**ENTRIES SUPPLIED:**
● ● ●
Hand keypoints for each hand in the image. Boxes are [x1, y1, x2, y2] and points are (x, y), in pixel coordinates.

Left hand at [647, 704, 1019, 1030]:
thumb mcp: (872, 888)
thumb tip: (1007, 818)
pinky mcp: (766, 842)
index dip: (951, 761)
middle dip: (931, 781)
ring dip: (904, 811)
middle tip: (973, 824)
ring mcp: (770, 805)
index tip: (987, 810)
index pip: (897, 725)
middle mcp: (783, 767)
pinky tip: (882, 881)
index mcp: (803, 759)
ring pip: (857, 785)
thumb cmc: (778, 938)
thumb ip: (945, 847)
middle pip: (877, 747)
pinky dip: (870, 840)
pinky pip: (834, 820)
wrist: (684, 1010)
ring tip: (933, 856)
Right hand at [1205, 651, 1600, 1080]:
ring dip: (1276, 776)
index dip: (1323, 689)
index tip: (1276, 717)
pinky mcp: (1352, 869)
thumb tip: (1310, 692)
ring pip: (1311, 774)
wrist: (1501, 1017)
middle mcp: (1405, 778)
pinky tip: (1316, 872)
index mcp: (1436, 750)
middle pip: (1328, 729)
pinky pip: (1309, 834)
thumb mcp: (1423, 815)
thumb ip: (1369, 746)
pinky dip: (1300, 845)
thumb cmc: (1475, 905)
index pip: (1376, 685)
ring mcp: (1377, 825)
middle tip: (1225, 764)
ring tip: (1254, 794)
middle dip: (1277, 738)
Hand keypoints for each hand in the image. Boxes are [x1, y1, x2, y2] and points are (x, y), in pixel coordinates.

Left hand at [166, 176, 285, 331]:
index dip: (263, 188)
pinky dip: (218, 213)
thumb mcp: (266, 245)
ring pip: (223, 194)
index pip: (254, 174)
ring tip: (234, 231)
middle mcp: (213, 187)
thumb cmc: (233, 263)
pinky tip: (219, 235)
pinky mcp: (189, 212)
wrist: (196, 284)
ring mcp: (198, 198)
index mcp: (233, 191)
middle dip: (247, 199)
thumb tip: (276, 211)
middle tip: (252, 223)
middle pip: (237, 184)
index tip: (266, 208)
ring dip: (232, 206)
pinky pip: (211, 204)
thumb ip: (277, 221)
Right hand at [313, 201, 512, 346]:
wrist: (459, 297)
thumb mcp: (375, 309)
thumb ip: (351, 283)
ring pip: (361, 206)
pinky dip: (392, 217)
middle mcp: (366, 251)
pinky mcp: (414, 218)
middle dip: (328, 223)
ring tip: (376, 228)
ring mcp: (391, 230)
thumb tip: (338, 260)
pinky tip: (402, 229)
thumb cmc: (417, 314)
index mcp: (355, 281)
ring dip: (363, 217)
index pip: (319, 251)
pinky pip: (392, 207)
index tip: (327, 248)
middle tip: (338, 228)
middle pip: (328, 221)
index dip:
● ● ●
**EXERCISE GOAL:** From the records above, transcribe without alteration every line from the one with "ring mcp: (198, 198)" to the one with "middle mcp: (366, 251)", inclusive.

**RESULT:**
ring mcp: (198, 198)
index mcp: (233, 191)
middle dip: (247, 199)
thumb tip: (276, 211)
middle tip: (252, 223)
middle pip: (237, 184)
index tip: (266, 208)
ring dip: (232, 206)
pinky pip: (211, 204)
thumb ip: (277, 221)
Right hand at [313, 201, 512, 346]:
wrist: (459, 297)
thumb mcp: (375, 309)
thumb ip: (351, 283)
ring pip: (361, 206)
pinky dip: (392, 217)
middle mcp: (366, 251)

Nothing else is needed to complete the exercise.